**PROBLEM DETAILS**
The answer must reproduce every record exactly, with all pictures omitted.
RECORDS FOR THE EXERCISE Start Marker
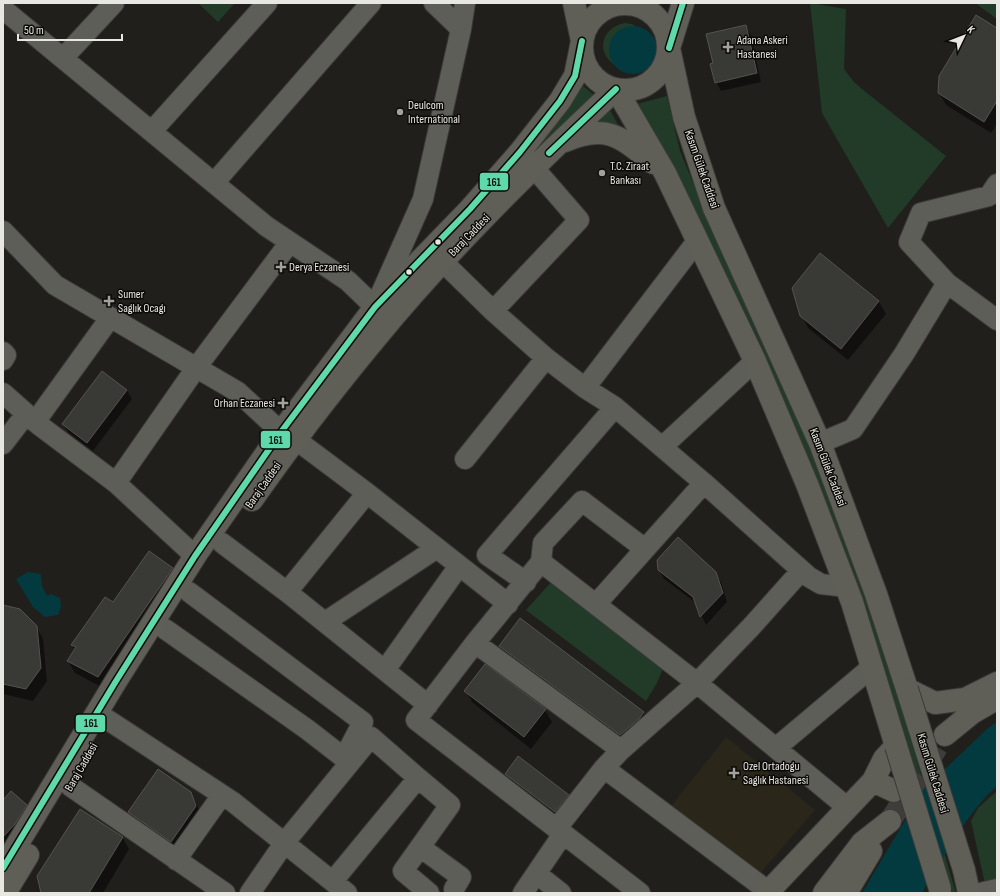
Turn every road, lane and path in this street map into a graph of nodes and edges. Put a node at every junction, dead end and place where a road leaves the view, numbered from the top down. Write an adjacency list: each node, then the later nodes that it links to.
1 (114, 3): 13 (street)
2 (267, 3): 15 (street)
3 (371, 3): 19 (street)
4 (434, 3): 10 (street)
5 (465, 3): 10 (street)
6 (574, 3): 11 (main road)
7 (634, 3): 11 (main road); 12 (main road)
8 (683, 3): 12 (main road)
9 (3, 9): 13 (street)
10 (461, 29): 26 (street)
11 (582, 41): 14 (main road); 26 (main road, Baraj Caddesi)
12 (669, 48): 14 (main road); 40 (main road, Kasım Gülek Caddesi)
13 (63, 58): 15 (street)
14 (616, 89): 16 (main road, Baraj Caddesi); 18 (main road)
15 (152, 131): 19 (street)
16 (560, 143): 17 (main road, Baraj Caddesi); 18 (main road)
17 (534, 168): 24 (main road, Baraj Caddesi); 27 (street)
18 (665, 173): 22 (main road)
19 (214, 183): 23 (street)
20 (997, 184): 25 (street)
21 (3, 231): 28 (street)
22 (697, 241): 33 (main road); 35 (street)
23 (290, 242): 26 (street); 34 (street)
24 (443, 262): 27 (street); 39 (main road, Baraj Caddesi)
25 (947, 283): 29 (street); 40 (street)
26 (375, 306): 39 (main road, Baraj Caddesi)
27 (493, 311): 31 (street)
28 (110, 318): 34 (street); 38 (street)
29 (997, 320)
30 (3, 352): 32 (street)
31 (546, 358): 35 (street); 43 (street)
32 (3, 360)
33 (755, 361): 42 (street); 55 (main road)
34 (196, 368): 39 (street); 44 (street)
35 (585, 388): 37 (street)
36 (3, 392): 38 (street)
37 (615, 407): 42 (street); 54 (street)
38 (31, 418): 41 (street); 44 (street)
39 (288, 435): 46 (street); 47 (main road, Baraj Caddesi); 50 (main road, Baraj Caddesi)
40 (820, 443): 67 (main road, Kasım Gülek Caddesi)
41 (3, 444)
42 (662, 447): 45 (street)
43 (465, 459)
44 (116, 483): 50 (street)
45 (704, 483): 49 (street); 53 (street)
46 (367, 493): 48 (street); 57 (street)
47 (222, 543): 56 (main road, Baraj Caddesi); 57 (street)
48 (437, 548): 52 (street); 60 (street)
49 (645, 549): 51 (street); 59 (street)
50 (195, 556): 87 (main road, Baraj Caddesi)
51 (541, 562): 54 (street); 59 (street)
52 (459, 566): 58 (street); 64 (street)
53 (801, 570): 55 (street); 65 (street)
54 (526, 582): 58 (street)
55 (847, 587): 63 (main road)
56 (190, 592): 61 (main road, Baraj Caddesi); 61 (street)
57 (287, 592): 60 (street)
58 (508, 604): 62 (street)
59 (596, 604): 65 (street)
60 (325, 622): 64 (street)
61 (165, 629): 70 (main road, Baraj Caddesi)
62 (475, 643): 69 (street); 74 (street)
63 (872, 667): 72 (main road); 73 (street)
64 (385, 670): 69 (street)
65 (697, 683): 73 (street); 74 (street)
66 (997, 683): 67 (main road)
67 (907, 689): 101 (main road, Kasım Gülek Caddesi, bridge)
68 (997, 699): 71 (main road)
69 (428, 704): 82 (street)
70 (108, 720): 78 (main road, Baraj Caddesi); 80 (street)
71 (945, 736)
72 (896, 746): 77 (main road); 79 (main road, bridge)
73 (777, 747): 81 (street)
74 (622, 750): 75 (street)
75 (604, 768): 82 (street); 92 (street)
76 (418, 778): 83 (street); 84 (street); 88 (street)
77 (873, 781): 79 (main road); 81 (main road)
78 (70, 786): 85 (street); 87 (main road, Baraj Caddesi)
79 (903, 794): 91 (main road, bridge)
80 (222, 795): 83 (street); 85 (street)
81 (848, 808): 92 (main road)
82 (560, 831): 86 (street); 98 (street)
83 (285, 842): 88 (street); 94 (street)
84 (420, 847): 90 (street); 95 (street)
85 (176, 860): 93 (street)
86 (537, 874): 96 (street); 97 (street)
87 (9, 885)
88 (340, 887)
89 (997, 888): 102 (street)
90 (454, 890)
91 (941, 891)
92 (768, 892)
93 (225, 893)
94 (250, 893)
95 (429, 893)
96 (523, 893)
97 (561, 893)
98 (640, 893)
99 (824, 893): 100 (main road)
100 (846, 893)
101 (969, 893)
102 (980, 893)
RECORDS FOR THE EXERCISE End Marker
**ANSWER SPACE**
Turn every road, lane and path in this street map into a graph of nodes and edges. Put a node at every junction, dead end and place where a road leaves the view, numbered from the top down. Write an adjacency list: each node, then the later nodes that it links to.
1 (114, 3): 13 (street)
2 (267, 3): 15 (street)
3 (371, 3): 19 (street)
4 (434, 3): 10 (street)
5 (465, 3): 10 (street)
6 (574, 3): 11 (main road)
7 (634, 3): 11 (main road); 12 (main road)
8 (683, 3): 12 (main road)
9 (3, 9): 13 (street)
10 (461, 29): 26 (street)
11 (582, 41): 14 (main road); 26 (main road, Baraj Caddesi)
12 (669, 48): 14 (main road); 40 (main road, Kasım Gülek Caddesi)
13 (63, 58): 15 (street)
14 (616, 89): 16 (main road, Baraj Caddesi); 18 (main road)
15 (152, 131): 19 (street)
16 (560, 143): 17 (main road, Baraj Caddesi); 18 (main road)
17 (534, 168): 24 (main road, Baraj Caddesi); 27 (street)
18 (665, 173): 22 (main road)
19 (214, 183): 23 (street)
20 (997, 184): 25 (street)
21 (3, 231): 28 (street)
22 (697, 241): 33 (main road); 35 (street)
23 (290, 242): 26 (street); 34 (street)
24 (443, 262): 27 (street); 39 (main road, Baraj Caddesi)
25 (947, 283): 29 (street); 40 (street)
26 (375, 306): 39 (main road, Baraj Caddesi)
27 (493, 311): 31 (street)
28 (110, 318): 34 (street); 38 (street)
29 (997, 320)
30 (3, 352): 32 (street)
31 (546, 358): 35 (street); 43 (street)
32 (3, 360)
33 (755, 361): 42 (street); 55 (main road)
34 (196, 368): 39 (street); 44 (street)
35 (585, 388): 37 (street)
36 (3, 392): 38 (street)
37 (615, 407): 42 (street); 54 (street)
38 (31, 418): 41 (street); 44 (street)
39 (288, 435): 46 (street); 47 (main road, Baraj Caddesi); 50 (main road, Baraj Caddesi)
40 (820, 443): 67 (main road, Kasım Gülek Caddesi)
41 (3, 444)
42 (662, 447): 45 (street)
43 (465, 459)
44 (116, 483): 50 (street)
45 (704, 483): 49 (street); 53 (street)
46 (367, 493): 48 (street); 57 (street)
47 (222, 543): 56 (main road, Baraj Caddesi); 57 (street)
48 (437, 548): 52 (street); 60 (street)
49 (645, 549): 51 (street); 59 (street)
50 (195, 556): 87 (main road, Baraj Caddesi)
51 (541, 562): 54 (street); 59 (street)
52 (459, 566): 58 (street); 64 (street)
53 (801, 570): 55 (street); 65 (street)
54 (526, 582): 58 (street)
55 (847, 587): 63 (main road)
56 (190, 592): 61 (main road, Baraj Caddesi); 61 (street)
57 (287, 592): 60 (street)
58 (508, 604): 62 (street)
59 (596, 604): 65 (street)
60 (325, 622): 64 (street)
61 (165, 629): 70 (main road, Baraj Caddesi)
62 (475, 643): 69 (street); 74 (street)
63 (872, 667): 72 (main road); 73 (street)
64 (385, 670): 69 (street)
65 (697, 683): 73 (street); 74 (street)
66 (997, 683): 67 (main road)
67 (907, 689): 101 (main road, Kasım Gülek Caddesi, bridge)
68 (997, 699): 71 (main road)
69 (428, 704): 82 (street)
70 (108, 720): 78 (main road, Baraj Caddesi); 80 (street)
71 (945, 736)
72 (896, 746): 77 (main road); 79 (main road, bridge)
73 (777, 747): 81 (street)
74 (622, 750): 75 (street)
75 (604, 768): 82 (street); 92 (street)
76 (418, 778): 83 (street); 84 (street); 88 (street)
77 (873, 781): 79 (main road); 81 (main road)
78 (70, 786): 85 (street); 87 (main road, Baraj Caddesi)
79 (903, 794): 91 (main road, bridge)
80 (222, 795): 83 (street); 85 (street)
81 (848, 808): 92 (main road)
82 (560, 831): 86 (street); 98 (street)
83 (285, 842): 88 (street); 94 (street)
84 (420, 847): 90 (street); 95 (street)
85 (176, 860): 93 (street)
86 (537, 874): 96 (street); 97 (street)
87 (9, 885)
88 (340, 887)
89 (997, 888): 102 (street)
90 (454, 890)
91 (941, 891)
92 (768, 892)
93 (225, 893)
94 (250, 893)
95 (429, 893)
96 (523, 893)
97 (561, 893)
98 (640, 893)
99 (824, 893): 100 (main road)
100 (846, 893)
101 (969, 893)
102 (980, 893)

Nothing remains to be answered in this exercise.